• [DATASET RECORDS]:

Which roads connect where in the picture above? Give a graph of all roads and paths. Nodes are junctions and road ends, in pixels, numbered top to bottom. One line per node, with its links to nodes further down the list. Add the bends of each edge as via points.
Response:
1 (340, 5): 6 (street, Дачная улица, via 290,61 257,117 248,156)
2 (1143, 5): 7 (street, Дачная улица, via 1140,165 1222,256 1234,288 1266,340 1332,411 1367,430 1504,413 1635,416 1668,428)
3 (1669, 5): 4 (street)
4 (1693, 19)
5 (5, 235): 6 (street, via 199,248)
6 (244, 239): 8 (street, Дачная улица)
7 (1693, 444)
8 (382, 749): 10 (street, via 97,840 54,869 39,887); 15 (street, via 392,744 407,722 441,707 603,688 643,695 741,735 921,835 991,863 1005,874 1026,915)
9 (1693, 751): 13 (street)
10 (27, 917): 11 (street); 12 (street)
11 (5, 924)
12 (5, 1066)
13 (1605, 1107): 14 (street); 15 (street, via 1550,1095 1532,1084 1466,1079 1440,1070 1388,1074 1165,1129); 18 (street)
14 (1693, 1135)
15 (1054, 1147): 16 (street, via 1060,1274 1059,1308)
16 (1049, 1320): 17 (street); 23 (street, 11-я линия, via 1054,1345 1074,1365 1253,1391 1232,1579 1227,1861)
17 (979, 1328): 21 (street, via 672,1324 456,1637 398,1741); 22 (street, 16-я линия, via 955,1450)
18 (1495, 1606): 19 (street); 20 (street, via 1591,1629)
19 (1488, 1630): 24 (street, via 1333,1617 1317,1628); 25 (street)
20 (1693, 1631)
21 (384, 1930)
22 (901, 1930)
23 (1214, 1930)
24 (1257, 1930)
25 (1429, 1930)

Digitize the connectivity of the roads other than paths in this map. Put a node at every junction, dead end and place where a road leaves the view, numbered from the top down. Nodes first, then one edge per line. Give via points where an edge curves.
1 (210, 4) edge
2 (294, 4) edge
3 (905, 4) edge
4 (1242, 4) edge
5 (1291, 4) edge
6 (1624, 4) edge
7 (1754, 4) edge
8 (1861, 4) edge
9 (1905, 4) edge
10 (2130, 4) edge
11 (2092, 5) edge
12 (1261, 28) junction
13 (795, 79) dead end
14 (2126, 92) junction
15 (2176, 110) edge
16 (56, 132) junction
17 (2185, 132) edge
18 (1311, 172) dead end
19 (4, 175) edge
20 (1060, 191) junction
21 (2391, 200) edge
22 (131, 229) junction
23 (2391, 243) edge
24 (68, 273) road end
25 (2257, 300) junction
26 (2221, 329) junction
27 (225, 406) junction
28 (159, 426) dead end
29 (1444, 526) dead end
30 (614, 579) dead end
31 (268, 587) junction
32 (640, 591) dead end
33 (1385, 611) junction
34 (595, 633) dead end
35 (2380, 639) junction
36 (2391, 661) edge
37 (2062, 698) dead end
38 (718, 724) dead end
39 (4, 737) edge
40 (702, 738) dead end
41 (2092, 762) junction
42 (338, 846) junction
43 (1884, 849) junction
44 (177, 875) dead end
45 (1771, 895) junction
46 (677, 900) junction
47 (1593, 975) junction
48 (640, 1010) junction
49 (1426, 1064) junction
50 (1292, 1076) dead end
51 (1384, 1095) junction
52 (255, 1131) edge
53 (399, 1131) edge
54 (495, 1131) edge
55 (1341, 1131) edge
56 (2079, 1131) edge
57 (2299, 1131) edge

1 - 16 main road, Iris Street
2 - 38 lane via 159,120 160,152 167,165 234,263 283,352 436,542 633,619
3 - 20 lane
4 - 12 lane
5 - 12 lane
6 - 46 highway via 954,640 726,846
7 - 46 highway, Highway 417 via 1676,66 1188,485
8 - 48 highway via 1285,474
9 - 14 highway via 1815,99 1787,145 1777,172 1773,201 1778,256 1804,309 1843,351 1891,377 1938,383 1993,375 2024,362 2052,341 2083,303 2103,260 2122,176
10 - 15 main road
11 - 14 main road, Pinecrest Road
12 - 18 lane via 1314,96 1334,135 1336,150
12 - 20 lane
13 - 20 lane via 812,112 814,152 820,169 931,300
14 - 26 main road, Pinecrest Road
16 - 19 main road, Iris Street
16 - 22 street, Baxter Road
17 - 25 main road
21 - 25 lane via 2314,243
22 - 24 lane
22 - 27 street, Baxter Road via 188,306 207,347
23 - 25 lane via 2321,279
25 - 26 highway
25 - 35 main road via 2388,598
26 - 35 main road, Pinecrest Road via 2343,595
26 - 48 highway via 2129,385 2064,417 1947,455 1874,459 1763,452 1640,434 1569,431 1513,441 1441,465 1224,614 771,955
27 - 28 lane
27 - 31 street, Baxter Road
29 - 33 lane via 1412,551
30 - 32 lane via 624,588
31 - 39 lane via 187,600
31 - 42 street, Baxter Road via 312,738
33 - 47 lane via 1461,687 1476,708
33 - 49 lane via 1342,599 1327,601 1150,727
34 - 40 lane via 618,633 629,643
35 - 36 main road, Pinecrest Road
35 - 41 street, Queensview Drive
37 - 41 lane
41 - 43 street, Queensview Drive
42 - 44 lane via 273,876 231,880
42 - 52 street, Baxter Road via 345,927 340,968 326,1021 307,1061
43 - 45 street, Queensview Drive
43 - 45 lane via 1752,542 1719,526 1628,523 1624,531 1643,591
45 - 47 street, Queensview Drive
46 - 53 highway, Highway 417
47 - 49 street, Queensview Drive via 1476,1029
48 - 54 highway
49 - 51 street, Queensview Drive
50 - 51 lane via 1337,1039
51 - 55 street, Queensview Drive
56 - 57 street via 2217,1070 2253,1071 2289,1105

• [WORK REQUEST]:
Using the material above, print every entry exactly as written.

• [REPLY TO THE TASK]:
Which roads connect where in the picture above? Give a graph of all roads and paths. Nodes are junctions and road ends, in pixels, numbered top to bottom. One line per node, with its links to nodes further down the list. Add the bends of each edge as via points.
Response:
1 (340, 5): 6 (street, Дачная улица, via 290,61 257,117 248,156)
2 (1143, 5): 7 (street, Дачная улица, via 1140,165 1222,256 1234,288 1266,340 1332,411 1367,430 1504,413 1635,416 1668,428)
3 (1669, 5): 4 (street)
4 (1693, 19)
5 (5, 235): 6 (street, via 199,248)
6 (244, 239): 8 (street, Дачная улица)
7 (1693, 444)
8 (382, 749): 10 (street, via 97,840 54,869 39,887); 15 (street, via 392,744 407,722 441,707 603,688 643,695 741,735 921,835 991,863 1005,874 1026,915)
9 (1693, 751): 13 (street)
10 (27, 917): 11 (street); 12 (street)
11 (5, 924)
12 (5, 1066)
13 (1605, 1107): 14 (street); 15 (street, via 1550,1095 1532,1084 1466,1079 1440,1070 1388,1074 1165,1129); 18 (street)
14 (1693, 1135)
15 (1054, 1147): 16 (street, via 1060,1274 1059,1308)
16 (1049, 1320): 17 (street); 23 (street, 11-я линия, via 1054,1345 1074,1365 1253,1391 1232,1579 1227,1861)
17 (979, 1328): 21 (street, via 672,1324 456,1637 398,1741); 22 (street, 16-я линия, via 955,1450)
18 (1495, 1606): 19 (street); 20 (street, via 1591,1629)
19 (1488, 1630): 24 (street, via 1333,1617 1317,1628); 25 (street)
20 (1693, 1631)
21 (384, 1930)
22 (901, 1930)
23 (1214, 1930)
24 (1257, 1930)
25 (1429, 1930)

Digitize the connectivity of the roads other than paths in this map. Put a node at every junction, dead end and place where a road leaves the view, numbered from the top down. Nodes first, then one edge per line. Give via points where an edge curves.
1 (210, 4) edge
2 (294, 4) edge
3 (905, 4) edge
4 (1242, 4) edge
5 (1291, 4) edge
6 (1624, 4) edge
7 (1754, 4) edge
8 (1861, 4) edge
9 (1905, 4) edge
10 (2130, 4) edge
11 (2092, 5) edge
12 (1261, 28) junction
13 (795, 79) dead end
14 (2126, 92) junction
15 (2176, 110) edge
16 (56, 132) junction
17 (2185, 132) edge
18 (1311, 172) dead end
19 (4, 175) edge
20 (1060, 191) junction
21 (2391, 200) edge
22 (131, 229) junction
23 (2391, 243) edge
24 (68, 273) road end
25 (2257, 300) junction
26 (2221, 329) junction
27 (225, 406) junction
28 (159, 426) dead end
29 (1444, 526) dead end
30 (614, 579) dead end
31 (268, 587) junction
32 (640, 591) dead end
33 (1385, 611) junction
34 (595, 633) dead end
35 (2380, 639) junction
36 (2391, 661) edge
37 (2062, 698) dead end
38 (718, 724) dead end
39 (4, 737) edge
40 (702, 738) dead end
41 (2092, 762) junction
42 (338, 846) junction
43 (1884, 849) junction
44 (177, 875) dead end
45 (1771, 895) junction
46 (677, 900) junction
47 (1593, 975) junction
48 (640, 1010) junction
49 (1426, 1064) junction
50 (1292, 1076) dead end
51 (1384, 1095) junction
52 (255, 1131) edge
53 (399, 1131) edge
54 (495, 1131) edge
55 (1341, 1131) edge
56 (2079, 1131) edge
57 (2299, 1131) edge

1 - 16 main road, Iris Street
2 - 38 lane via 159,120 160,152 167,165 234,263 283,352 436,542 633,619
3 - 20 lane
4 - 12 lane
5 - 12 lane
6 - 46 highway via 954,640 726,846
7 - 46 highway, Highway 417 via 1676,66 1188,485
8 - 48 highway via 1285,474
9 - 14 highway via 1815,99 1787,145 1777,172 1773,201 1778,256 1804,309 1843,351 1891,377 1938,383 1993,375 2024,362 2052,341 2083,303 2103,260 2122,176
10 - 15 main road
11 - 14 main road, Pinecrest Road
12 - 18 lane via 1314,96 1334,135 1336,150
12 - 20 lane
13 - 20 lane via 812,112 814,152 820,169 931,300
14 - 26 main road, Pinecrest Road
16 - 19 main road, Iris Street
16 - 22 street, Baxter Road
17 - 25 main road
21 - 25 lane via 2314,243
22 - 24 lane
22 - 27 street, Baxter Road via 188,306 207,347
23 - 25 lane via 2321,279
25 - 26 highway
25 - 35 main road via 2388,598
26 - 35 main road, Pinecrest Road via 2343,595
26 - 48 highway via 2129,385 2064,417 1947,455 1874,459 1763,452 1640,434 1569,431 1513,441 1441,465 1224,614 771,955
27 - 28 lane
27 - 31 street, Baxter Road
29 - 33 lane via 1412,551
30 - 32 lane via 624,588
31 - 39 lane via 187,600
31 - 42 street, Baxter Road via 312,738
33 - 47 lane via 1461,687 1476,708
33 - 49 lane via 1342,599 1327,601 1150,727
34 - 40 lane via 618,633 629,643
35 - 36 main road, Pinecrest Road
35 - 41 street, Queensview Drive
37 - 41 lane
41 - 43 street, Queensview Drive
42 - 44 lane via 273,876 231,880
42 - 52 street, Baxter Road via 345,927 340,968 326,1021 307,1061
43 - 45 street, Queensview Drive
43 - 45 lane via 1752,542 1719,526 1628,523 1624,531 1643,591
45 - 47 street, Queensview Drive
46 - 53 highway, Highway 417
47 - 49 street, Queensview Drive via 1476,1029
48 - 54 highway
49 - 51 street, Queensview Drive
50 - 51 lane via 1337,1039
51 - 55 street, Queensview Drive
56 - 57 street via 2217,1070 2253,1071 2289,1105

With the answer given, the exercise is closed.